> **STORED DATA**:
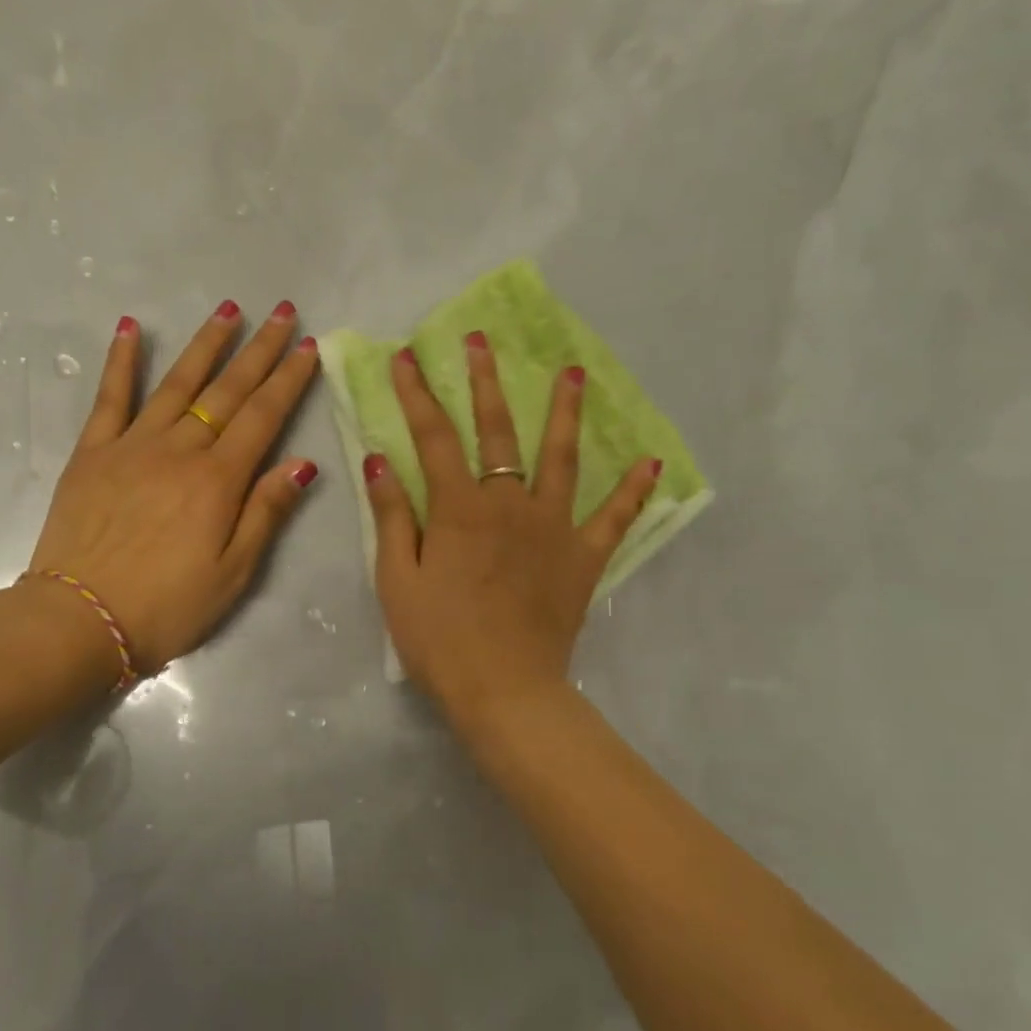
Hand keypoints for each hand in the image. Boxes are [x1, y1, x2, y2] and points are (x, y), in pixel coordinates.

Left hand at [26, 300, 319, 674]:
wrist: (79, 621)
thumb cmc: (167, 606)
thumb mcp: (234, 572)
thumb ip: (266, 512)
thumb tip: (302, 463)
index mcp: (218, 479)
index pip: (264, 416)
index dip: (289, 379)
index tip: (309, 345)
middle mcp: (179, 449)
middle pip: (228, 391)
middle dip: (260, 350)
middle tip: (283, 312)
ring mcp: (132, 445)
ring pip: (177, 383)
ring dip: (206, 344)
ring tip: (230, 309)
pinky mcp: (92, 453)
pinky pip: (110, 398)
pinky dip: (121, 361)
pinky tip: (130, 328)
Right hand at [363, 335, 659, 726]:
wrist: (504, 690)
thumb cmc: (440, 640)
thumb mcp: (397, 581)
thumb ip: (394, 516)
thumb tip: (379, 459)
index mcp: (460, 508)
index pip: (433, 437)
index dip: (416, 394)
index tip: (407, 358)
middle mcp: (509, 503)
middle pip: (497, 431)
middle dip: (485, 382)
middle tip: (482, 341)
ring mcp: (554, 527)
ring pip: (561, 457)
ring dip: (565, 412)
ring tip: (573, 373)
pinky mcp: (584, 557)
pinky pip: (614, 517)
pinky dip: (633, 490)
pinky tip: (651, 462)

---

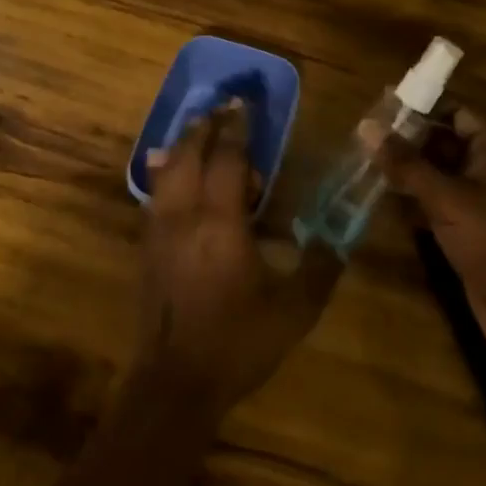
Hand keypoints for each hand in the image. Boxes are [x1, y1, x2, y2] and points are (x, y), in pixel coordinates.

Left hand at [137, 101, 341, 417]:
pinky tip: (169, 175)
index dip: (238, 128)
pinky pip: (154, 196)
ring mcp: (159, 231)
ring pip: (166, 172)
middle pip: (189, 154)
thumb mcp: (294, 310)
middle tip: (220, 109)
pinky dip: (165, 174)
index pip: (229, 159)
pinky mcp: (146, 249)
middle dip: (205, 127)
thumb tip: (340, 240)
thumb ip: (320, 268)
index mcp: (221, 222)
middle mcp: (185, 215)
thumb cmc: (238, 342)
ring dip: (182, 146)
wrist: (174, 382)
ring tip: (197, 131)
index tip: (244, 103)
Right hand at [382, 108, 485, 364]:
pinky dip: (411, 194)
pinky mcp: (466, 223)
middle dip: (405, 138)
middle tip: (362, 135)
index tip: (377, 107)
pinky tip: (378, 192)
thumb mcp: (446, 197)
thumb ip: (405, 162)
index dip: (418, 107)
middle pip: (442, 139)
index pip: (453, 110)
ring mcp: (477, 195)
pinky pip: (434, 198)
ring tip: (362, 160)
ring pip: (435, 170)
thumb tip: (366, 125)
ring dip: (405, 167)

> **AIM OF THE EXERCISE**: The range runs from the line with "index dip: (289, 379)" up to and including the line with "thumb ip: (394, 516)" in the listing above; please write out exactly those lines and nothing more.

> **FINAL ANSWER**:
index dip: (289, 379)
index tip: (309, 345)
middle mcp: (179, 449)
middle pip: (228, 391)
middle dip: (260, 350)
middle tip: (283, 312)
ring mcp: (132, 445)
ring pip: (177, 383)
ring dip: (206, 344)
ring tip: (230, 309)
pinky mcp: (92, 453)
pinky pip: (110, 398)
pinky dip: (121, 361)
pinky tip: (130, 328)
Right hand at [363, 335, 659, 726]:
wrist: (504, 690)
thumb cmc: (440, 640)
thumb mcp: (397, 581)
thumb ip: (394, 516)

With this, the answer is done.